ENTRIES SUPPLIED:
+-------+

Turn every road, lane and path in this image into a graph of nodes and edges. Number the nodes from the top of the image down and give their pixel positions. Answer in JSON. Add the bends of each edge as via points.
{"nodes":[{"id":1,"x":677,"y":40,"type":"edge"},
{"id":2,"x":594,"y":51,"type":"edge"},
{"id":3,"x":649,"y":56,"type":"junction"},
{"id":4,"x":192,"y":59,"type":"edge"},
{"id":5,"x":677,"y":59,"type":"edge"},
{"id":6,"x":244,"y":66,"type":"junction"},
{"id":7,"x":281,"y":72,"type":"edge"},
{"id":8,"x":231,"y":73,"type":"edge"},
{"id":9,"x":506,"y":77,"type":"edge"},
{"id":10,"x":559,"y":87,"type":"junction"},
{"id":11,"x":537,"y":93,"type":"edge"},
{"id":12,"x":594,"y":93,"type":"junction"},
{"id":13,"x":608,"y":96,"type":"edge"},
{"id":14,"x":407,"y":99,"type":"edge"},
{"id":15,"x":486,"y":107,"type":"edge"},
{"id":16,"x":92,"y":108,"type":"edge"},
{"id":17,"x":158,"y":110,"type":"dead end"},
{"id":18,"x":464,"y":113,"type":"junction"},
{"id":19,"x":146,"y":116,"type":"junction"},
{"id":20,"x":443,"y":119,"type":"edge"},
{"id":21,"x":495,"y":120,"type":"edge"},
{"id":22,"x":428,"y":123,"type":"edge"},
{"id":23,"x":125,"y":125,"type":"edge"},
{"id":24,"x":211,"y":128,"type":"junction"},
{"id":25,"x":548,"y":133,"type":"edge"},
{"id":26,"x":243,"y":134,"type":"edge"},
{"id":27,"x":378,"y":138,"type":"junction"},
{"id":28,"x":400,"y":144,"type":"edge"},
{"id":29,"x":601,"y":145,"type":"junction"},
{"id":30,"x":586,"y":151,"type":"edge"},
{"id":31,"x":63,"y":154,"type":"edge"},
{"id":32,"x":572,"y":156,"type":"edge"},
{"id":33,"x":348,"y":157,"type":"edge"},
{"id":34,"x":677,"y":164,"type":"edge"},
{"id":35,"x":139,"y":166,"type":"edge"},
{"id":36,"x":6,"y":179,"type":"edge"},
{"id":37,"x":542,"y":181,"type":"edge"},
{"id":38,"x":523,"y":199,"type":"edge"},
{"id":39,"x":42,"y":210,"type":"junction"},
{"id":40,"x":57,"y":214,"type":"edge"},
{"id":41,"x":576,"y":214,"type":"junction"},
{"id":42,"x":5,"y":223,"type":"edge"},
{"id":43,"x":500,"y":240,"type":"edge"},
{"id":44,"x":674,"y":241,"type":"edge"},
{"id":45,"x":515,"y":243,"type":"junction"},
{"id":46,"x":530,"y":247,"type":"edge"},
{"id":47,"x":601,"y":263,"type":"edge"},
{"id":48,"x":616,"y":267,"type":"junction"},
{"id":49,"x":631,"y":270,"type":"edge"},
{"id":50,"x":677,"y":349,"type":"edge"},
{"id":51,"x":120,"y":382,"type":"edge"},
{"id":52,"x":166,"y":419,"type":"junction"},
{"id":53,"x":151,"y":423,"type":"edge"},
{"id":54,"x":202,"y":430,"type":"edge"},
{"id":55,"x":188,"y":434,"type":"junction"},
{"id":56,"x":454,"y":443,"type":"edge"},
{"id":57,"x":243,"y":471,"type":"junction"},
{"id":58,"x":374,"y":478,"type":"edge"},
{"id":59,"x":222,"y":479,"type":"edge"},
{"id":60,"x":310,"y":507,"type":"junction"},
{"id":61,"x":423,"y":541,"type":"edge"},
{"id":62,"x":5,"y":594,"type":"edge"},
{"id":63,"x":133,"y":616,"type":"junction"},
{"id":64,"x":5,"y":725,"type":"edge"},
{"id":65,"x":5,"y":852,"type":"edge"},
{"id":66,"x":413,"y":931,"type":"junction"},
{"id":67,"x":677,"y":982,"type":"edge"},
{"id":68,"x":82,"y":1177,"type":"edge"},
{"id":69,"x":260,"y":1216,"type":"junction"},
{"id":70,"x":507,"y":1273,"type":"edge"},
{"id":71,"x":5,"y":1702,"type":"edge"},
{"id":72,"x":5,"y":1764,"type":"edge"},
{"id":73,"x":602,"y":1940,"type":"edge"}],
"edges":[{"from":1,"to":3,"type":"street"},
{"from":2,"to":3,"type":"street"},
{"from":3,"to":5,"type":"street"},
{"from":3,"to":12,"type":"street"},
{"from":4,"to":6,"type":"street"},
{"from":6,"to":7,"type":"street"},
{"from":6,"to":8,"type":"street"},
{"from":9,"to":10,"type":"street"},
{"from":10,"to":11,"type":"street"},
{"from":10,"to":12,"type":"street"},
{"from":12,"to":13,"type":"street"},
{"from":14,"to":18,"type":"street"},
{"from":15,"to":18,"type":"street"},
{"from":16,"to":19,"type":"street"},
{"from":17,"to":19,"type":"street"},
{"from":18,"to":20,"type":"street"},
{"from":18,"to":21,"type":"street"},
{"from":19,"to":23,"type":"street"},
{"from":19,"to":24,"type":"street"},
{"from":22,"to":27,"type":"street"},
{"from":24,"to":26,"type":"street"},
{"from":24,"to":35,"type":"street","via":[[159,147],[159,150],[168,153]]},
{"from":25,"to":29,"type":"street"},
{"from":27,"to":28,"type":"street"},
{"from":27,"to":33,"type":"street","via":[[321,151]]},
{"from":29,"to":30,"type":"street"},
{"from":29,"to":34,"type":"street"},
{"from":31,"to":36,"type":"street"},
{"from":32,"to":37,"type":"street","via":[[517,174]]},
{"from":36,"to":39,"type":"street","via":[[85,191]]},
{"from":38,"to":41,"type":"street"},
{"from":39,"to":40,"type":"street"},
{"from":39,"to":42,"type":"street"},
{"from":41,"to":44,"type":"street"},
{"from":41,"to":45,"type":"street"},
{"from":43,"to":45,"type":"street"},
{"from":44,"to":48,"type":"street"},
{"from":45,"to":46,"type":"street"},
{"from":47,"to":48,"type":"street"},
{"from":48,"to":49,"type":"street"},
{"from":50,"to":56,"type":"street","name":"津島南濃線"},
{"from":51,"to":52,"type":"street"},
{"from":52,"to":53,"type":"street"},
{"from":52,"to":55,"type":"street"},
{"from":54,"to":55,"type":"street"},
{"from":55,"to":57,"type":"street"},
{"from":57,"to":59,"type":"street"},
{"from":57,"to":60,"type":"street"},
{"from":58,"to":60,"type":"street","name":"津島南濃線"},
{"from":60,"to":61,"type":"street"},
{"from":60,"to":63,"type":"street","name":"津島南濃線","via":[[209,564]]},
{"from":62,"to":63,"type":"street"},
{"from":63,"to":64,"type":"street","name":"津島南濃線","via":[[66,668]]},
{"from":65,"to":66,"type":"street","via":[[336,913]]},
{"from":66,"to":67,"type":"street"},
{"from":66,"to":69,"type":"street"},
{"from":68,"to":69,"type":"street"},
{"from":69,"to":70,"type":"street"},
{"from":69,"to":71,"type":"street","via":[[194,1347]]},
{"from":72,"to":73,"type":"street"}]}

+-------+

Write a verbatim copy of the listing above.

EXPECTED OUTPUT:
Turn every road, lane and path in this image into a graph of nodes and edges. Number the nodes from the top of the image down and give their pixel positions. Answer in JSON. Add the bends of each edge as via points.
{"nodes":[{"id":1,"x":677,"y":40,"type":"edge"},
{"id":2,"x":594,"y":51,"type":"edge"},
{"id":3,"x":649,"y":56,"type":"junction"},
{"id":4,"x":192,"y":59,"type":"edge"},
{"id":5,"x":677,"y":59,"type":"edge"},
{"id":6,"x":244,"y":66,"type":"junction"},
{"id":7,"x":281,"y":72,"type":"edge"},
{"id":8,"x":231,"y":73,"type":"edge"},
{"id":9,"x":506,"y":77,"type":"edge"},
{"id":10,"x":559,"y":87,"type":"junction"},
{"id":11,"x":537,"y":93,"type":"edge"},
{"id":12,"x":594,"y":93,"type":"junction"},
{"id":13,"x":608,"y":96,"type":"edge"},
{"id":14,"x":407,"y":99,"type":"edge"},
{"id":15,"x":486,"y":107,"type":"edge"},
{"id":16,"x":92,"y":108,"type":"edge"},
{"id":17,"x":158,"y":110,"type":"dead end"},
{"id":18,"x":464,"y":113,"type":"junction"},
{"id":19,"x":146,"y":116,"type":"junction"},
{"id":20,"x":443,"y":119,"type":"edge"},
{"id":21,"x":495,"y":120,"type":"edge"},
{"id":22,"x":428,"y":123,"type":"edge"},
{"id":23,"x":125,"y":125,"type":"edge"},
{"id":24,"x":211,"y":128,"type":"junction"},
{"id":25,"x":548,"y":133,"type":"edge"},
{"id":26,"x":243,"y":134,"type":"edge"},
{"id":27,"x":378,"y":138,"type":"junction"},
{"id":28,"x":400,"y":144,"type":"edge"},
{"id":29,"x":601,"y":145,"type":"junction"},
{"id":30,"x":586,"y":151,"type":"edge"},
{"id":31,"x":63,"y":154,"type":"edge"},
{"id":32,"x":572,"y":156,"type":"edge"},
{"id":33,"x":348,"y":157,"type":"edge"},
{"id":34,"x":677,"y":164,"type":"edge"},
{"id":35,"x":139,"y":166,"type":"edge"},
{"id":36,"x":6,"y":179,"type":"edge"},
{"id":37,"x":542,"y":181,"type":"edge"},
{"id":38,"x":523,"y":199,"type":"edge"},
{"id":39,"x":42,"y":210,"type":"junction"},
{"id":40,"x":57,"y":214,"type":"edge"},
{"id":41,"x":576,"y":214,"type":"junction"},
{"id":42,"x":5,"y":223,"type":"edge"},
{"id":43,"x":500,"y":240,"type":"edge"},
{"id":44,"x":674,"y":241,"type":"edge"},
{"id":45,"x":515,"y":243,"type":"junction"},
{"id":46,"x":530,"y":247,"type":"edge"},
{"id":47,"x":601,"y":263,"type":"edge"},
{"id":48,"x":616,"y":267,"type":"junction"},
{"id":49,"x":631,"y":270,"type":"edge"},
{"id":50,"x":677,"y":349,"type":"edge"},
{"id":51,"x":120,"y":382,"type":"edge"},
{"id":52,"x":166,"y":419,"type":"junction"},
{"id":53,"x":151,"y":423,"type":"edge"},
{"id":54,"x":202,"y":430,"type":"edge"},
{"id":55,"x":188,"y":434,"type":"junction"},
{"id":56,"x":454,"y":443,"type":"edge"},
{"id":57,"x":243,"y":471,"type":"junction"},
{"id":58,"x":374,"y":478,"type":"edge"},
{"id":59,"x":222,"y":479,"type":"edge"},
{"id":60,"x":310,"y":507,"type":"junction"},
{"id":61,"x":423,"y":541,"type":"edge"},
{"id":62,"x":5,"y":594,"type":"edge"},
{"id":63,"x":133,"y":616,"type":"junction"},
{"id":64,"x":5,"y":725,"type":"edge"},
{"id":65,"x":5,"y":852,"type":"edge"},
{"id":66,"x":413,"y":931,"type":"junction"},
{"id":67,"x":677,"y":982,"type":"edge"},
{"id":68,"x":82,"y":1177,"type":"edge"},
{"id":69,"x":260,"y":1216,"type":"junction"},
{"id":70,"x":507,"y":1273,"type":"edge"},
{"id":71,"x":5,"y":1702,"type":"edge"},
{"id":72,"x":5,"y":1764,"type":"edge"},
{"id":73,"x":602,"y":1940,"type":"edge"}],
"edges":[{"from":1,"to":3,"type":"street"},
{"from":2,"to":3,"type":"street"},
{"from":3,"to":5,"type":"street"},
{"from":3,"to":12,"type":"street"},
{"from":4,"to":6,"type":"street"},
{"from":6,"to":7,"type":"street"},
{"from":6,"to":8,"type":"street"},
{"from":9,"to":10,"type":"street"},
{"from":10,"to":11,"type":"street"},
{"from":10,"to":12,"type":"street"},
{"from":12,"to":13,"type":"street"},
{"from":14,"to":18,"type":"street"},
{"from":15,"to":18,"type":"street"},
{"from":16,"to":19,"type":"street"},
{"from":17,"to":19,"type":"street"},
{"from":18,"to":20,"type":"street"},
{"from":18,"to":21,"type":"street"},
{"from":19,"to":23,"type":"street"},
{"from":19,"to":24,"type":"street"},
{"from":22,"to":27,"type":"street"},
{"from":24,"to":26,"type":"street"},
{"from":24,"to":35,"type":"street","via":[[159,147],[159,150],[168,153]]},
{"from":25,"to":29,"type":"street"},
{"from":27,"to":28,"type":"street"},
{"from":27,"to":33,"type":"street","via":[[321,151]]},
{"from":29,"to":30,"type":"street"},
{"from":29,"to":34,"type":"street"},
{"from":31,"to":36,"type":"street"},
{"from":32,"to":37,"type":"street","via":[[517,174]]},
{"from":36,"to":39,"type":"street","via":[[85,191]]},
{"from":38,"to":41,"type":"street"},
{"from":39,"to":40,"type":"street"},
{"from":39,"to":42,"type":"street"},
{"from":41,"to":44,"type":"street"},
{"from":41,"to":45,"type":"street"},
{"from":43,"to":45,"type":"street"},
{"from":44,"to":48,"type":"street"},
{"from":45,"to":46,"type":"street"},
{"from":47,"to":48,"type":"street"},
{"from":48,"to":49,"type":"street"},
{"from":50,"to":56,"type":"street","name":"津島南濃線"},
{"from":51,"to":52,"type":"street"},
{"from":52,"to":53,"type":"street"},
{"from":52,"to":55,"type":"street"},
{"from":54,"to":55,"type":"street"},
{"from":55,"to":57,"type":"street"},
{"from":57,"to":59,"type":"street"},
{"from":57,"to":60,"type":"street"},
{"from":58,"to":60,"type":"street","name":"津島南濃線"},
{"from":60,"to":61,"type":"street"},
{"from":60,"to":63,"type":"street","name":"津島南濃線","via":[[209,564]]},
{"from":62,"to":63,"type":"street"},
{"from":63,"to":64,"type":"street","name":"津島南濃線","via":[[66,668]]},
{"from":65,"to":66,"type":"street","via":[[336,913]]},
{"from":66,"to":67,"type":"street"},
{"from":66,"to":69,"type":"street"},
{"from":68,"to":69,"type":"street"},
{"from":69,"to":70,"type":"street"},
{"from":69,"to":71,"type":"street","via":[[194,1347]]},
{"from":72,"to":73,"type":"street"}]}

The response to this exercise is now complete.